▶ **Work required**: When you reach the line in the listing below that contains "1729px,1104px 1769px,1078px 1795px,1068px", begin returning lines exactly as written, and stop after the line that contains "2112px,1067px 2136px,1057px 2142px,1078px". Return no other lines.

▶ **Material provided**:
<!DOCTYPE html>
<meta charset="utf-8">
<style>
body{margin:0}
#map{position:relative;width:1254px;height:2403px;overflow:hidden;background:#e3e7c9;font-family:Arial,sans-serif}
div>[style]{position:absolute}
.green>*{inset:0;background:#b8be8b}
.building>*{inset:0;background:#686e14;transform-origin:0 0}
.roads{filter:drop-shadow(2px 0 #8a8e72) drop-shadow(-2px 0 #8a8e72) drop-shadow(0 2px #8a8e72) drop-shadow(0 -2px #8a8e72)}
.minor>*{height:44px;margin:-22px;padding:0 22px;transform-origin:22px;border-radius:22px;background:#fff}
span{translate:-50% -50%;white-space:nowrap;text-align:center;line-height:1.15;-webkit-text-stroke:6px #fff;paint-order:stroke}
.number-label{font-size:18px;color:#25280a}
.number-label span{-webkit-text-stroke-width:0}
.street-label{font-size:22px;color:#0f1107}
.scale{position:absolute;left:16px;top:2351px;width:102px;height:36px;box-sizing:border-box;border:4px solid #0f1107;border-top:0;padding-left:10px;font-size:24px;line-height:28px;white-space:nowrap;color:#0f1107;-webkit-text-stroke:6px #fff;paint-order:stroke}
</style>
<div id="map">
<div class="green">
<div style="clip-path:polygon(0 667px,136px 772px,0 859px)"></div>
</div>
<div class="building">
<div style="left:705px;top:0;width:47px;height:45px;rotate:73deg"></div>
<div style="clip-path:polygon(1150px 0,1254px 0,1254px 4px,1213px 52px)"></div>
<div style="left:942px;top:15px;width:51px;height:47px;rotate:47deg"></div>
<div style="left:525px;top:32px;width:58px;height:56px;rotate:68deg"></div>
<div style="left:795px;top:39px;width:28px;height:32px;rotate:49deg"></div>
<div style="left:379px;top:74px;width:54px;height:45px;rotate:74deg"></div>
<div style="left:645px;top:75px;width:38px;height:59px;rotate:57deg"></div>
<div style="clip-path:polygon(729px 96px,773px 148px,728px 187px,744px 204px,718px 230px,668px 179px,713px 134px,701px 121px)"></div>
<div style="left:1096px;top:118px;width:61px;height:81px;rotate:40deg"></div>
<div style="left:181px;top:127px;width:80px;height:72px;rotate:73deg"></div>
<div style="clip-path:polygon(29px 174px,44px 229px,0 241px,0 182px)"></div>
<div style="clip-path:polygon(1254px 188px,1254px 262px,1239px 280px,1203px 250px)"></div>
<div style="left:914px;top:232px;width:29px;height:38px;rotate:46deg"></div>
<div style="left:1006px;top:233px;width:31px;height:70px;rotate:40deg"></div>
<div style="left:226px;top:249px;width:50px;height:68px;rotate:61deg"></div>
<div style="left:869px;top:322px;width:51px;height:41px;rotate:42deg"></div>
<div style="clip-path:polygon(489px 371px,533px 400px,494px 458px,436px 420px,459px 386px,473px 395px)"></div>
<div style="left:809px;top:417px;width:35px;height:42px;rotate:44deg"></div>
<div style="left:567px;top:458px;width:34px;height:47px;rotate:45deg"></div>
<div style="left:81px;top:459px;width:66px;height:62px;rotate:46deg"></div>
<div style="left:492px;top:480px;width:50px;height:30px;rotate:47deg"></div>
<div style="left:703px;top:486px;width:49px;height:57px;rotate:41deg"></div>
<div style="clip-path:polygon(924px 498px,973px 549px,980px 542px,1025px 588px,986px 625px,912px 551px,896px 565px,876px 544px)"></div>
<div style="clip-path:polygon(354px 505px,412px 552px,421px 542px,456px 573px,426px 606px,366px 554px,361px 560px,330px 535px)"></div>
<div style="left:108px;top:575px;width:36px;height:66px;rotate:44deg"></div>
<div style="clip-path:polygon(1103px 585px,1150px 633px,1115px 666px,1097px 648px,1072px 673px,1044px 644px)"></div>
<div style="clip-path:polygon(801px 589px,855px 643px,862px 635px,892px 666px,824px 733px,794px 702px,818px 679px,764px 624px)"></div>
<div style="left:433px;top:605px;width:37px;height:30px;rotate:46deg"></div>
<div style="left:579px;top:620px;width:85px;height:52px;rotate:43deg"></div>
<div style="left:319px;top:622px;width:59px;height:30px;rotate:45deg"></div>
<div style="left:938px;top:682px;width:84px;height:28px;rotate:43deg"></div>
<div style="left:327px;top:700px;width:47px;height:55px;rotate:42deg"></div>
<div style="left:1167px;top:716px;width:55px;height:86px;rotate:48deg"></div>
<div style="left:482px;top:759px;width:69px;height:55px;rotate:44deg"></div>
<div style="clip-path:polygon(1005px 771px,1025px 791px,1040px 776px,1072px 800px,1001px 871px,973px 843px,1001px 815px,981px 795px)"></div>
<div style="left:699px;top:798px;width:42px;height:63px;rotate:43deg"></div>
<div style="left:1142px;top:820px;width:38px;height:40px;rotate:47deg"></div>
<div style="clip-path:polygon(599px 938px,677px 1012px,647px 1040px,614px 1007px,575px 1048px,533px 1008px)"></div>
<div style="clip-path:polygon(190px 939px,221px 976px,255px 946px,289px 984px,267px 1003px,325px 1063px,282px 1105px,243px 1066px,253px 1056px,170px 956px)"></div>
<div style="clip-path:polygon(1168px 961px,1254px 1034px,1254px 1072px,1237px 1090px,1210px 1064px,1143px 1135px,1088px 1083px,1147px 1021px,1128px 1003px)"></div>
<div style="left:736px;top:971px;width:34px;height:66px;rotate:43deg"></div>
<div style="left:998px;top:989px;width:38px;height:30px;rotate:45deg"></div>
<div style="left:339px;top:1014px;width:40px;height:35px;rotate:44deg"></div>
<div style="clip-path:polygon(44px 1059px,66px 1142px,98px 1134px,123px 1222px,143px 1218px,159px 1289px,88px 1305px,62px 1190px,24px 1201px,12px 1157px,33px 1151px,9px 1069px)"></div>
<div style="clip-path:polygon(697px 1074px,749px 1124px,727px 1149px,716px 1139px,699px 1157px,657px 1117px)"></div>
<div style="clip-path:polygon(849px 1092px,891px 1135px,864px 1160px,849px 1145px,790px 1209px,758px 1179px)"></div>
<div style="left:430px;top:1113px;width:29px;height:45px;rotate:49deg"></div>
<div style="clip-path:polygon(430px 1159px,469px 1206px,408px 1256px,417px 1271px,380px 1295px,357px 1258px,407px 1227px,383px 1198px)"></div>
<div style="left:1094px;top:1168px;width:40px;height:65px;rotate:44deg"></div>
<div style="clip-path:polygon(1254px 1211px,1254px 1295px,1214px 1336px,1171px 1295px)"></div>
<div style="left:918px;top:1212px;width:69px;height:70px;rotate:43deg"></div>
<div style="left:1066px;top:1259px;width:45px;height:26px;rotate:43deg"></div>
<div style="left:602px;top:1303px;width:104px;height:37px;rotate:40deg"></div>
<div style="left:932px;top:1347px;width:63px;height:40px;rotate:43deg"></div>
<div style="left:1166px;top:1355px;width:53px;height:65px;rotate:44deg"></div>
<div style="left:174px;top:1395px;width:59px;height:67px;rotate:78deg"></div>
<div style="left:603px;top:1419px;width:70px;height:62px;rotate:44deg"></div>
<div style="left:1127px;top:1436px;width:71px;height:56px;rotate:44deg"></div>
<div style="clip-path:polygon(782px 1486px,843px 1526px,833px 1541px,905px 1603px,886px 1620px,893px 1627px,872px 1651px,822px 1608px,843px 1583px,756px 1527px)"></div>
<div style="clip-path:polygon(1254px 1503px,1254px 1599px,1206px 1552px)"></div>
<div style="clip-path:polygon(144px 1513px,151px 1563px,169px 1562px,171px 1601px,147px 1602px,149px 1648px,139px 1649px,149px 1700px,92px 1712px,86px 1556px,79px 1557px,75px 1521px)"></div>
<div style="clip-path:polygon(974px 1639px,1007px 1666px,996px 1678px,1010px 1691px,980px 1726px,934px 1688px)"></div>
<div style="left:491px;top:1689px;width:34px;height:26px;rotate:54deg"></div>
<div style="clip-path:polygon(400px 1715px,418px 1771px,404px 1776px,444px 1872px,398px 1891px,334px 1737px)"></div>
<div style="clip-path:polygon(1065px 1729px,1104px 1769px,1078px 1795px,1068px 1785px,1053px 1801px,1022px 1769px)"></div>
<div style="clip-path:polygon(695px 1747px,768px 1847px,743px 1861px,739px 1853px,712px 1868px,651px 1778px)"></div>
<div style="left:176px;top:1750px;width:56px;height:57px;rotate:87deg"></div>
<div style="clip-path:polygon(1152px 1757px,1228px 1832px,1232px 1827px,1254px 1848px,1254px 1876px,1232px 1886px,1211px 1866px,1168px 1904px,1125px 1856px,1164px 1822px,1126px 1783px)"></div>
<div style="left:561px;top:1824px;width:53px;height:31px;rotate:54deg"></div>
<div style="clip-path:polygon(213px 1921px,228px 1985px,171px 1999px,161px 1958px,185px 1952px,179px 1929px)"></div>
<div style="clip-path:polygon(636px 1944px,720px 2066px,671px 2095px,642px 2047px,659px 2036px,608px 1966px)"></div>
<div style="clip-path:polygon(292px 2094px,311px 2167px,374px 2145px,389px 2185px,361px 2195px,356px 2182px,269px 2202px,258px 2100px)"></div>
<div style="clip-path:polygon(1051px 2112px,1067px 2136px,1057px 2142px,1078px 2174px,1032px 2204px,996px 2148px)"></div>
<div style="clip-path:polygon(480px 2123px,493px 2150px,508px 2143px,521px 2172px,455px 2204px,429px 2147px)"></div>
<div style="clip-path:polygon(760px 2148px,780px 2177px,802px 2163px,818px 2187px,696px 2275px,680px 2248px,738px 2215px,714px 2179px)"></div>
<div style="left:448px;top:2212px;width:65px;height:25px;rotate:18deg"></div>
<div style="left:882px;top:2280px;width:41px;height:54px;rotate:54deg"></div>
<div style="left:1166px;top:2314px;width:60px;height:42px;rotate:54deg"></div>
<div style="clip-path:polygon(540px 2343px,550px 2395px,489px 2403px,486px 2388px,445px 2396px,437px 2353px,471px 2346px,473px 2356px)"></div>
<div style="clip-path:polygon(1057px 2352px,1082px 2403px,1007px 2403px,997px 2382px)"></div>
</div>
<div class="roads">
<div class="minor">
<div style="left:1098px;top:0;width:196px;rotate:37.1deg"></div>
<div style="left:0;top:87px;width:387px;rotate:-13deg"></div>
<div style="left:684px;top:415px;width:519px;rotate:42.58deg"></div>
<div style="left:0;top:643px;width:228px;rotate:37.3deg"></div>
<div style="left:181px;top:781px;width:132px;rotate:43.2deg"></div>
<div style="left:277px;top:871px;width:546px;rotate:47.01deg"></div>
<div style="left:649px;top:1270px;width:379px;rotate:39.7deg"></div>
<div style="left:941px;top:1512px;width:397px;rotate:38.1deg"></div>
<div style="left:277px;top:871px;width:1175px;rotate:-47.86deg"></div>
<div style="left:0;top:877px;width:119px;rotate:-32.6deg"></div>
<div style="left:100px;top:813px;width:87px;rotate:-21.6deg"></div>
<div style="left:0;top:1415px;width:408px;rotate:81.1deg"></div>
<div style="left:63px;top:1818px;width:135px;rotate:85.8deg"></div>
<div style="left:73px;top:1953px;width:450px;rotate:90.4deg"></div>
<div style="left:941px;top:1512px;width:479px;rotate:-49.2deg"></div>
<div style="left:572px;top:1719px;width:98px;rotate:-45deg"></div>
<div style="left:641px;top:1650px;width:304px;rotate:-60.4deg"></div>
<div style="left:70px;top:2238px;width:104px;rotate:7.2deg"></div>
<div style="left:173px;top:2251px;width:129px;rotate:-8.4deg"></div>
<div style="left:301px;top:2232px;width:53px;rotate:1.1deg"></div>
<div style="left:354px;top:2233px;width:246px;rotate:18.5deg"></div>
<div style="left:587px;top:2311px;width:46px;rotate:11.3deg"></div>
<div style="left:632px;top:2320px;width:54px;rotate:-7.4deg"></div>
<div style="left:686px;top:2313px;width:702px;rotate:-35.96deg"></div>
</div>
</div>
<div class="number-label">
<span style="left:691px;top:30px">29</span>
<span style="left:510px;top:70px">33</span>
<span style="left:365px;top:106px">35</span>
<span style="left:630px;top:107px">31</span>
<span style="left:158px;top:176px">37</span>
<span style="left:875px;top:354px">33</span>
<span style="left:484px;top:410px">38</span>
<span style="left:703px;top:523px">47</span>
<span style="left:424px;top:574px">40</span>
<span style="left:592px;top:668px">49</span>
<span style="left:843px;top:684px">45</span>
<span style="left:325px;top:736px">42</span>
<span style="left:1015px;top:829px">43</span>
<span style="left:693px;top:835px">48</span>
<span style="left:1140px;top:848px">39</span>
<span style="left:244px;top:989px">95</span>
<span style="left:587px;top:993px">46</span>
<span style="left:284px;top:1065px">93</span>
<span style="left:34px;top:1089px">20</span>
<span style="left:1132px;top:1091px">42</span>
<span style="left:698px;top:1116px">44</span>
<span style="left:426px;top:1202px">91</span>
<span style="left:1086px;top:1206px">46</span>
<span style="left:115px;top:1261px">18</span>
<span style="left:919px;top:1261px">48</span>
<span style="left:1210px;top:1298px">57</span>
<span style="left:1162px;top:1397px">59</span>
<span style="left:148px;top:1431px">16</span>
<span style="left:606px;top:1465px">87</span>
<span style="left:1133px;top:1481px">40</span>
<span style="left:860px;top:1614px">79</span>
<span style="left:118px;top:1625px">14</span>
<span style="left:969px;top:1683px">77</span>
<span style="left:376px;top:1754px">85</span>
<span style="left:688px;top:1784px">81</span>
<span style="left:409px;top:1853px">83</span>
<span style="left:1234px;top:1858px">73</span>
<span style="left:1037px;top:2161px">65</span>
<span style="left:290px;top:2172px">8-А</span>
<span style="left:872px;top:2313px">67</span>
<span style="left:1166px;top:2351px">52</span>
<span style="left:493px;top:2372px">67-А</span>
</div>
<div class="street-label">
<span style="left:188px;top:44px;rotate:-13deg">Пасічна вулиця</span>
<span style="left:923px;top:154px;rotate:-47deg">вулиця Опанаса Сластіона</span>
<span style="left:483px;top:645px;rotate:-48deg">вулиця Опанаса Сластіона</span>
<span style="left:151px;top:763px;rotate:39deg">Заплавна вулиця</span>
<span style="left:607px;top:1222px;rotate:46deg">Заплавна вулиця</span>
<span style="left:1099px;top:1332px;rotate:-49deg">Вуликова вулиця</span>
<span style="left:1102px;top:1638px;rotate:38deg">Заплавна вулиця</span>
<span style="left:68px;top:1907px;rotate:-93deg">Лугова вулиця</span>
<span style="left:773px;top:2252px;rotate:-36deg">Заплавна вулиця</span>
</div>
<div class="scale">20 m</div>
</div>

▶ **Output**:
<div style="clip-path:polygon(1065px 1729px,1104px 1769px,1078px 1795px,1068px 1785px,1053px 1801px,1022px 1769px)"></div>
<div style="clip-path:polygon(695px 1747px,768px 1847px,743px 1861px,739px 1853px,712px 1868px,651px 1778px)"></div>
<div style="left:176px;top:1750px;width:56px;height:57px;rotate:87deg"></div>
<div style="clip-path:polygon(1152px 1757px,1228px 1832px,1232px 1827px,1254px 1848px,1254px 1876px,1232px 1886px,1211px 1866px,1168px 1904px,1125px 1856px,1164px 1822px,1126px 1783px)"></div>
<div style="left:561px;top:1824px;width:53px;height:31px;rotate:54deg"></div>
<div style="clip-path:polygon(213px 1921px,228px 1985px,171px 1999px,161px 1958px,185px 1952px,179px 1929px)"></div>
<div style="clip-path:polygon(636px 1944px,720px 2066px,671px 2095px,642px 2047px,659px 2036px,608px 1966px)"></div>
<div style="clip-path:polygon(292px 2094px,311px 2167px,374px 2145px,389px 2185px,361px 2195px,356px 2182px,269px 2202px,258px 2100px)"></div>
<div style="clip-path:polygon(1051px 2112px,1067px 2136px,1057px 2142px,1078px 2174px,1032px 2204px,996px 2148px)"></div>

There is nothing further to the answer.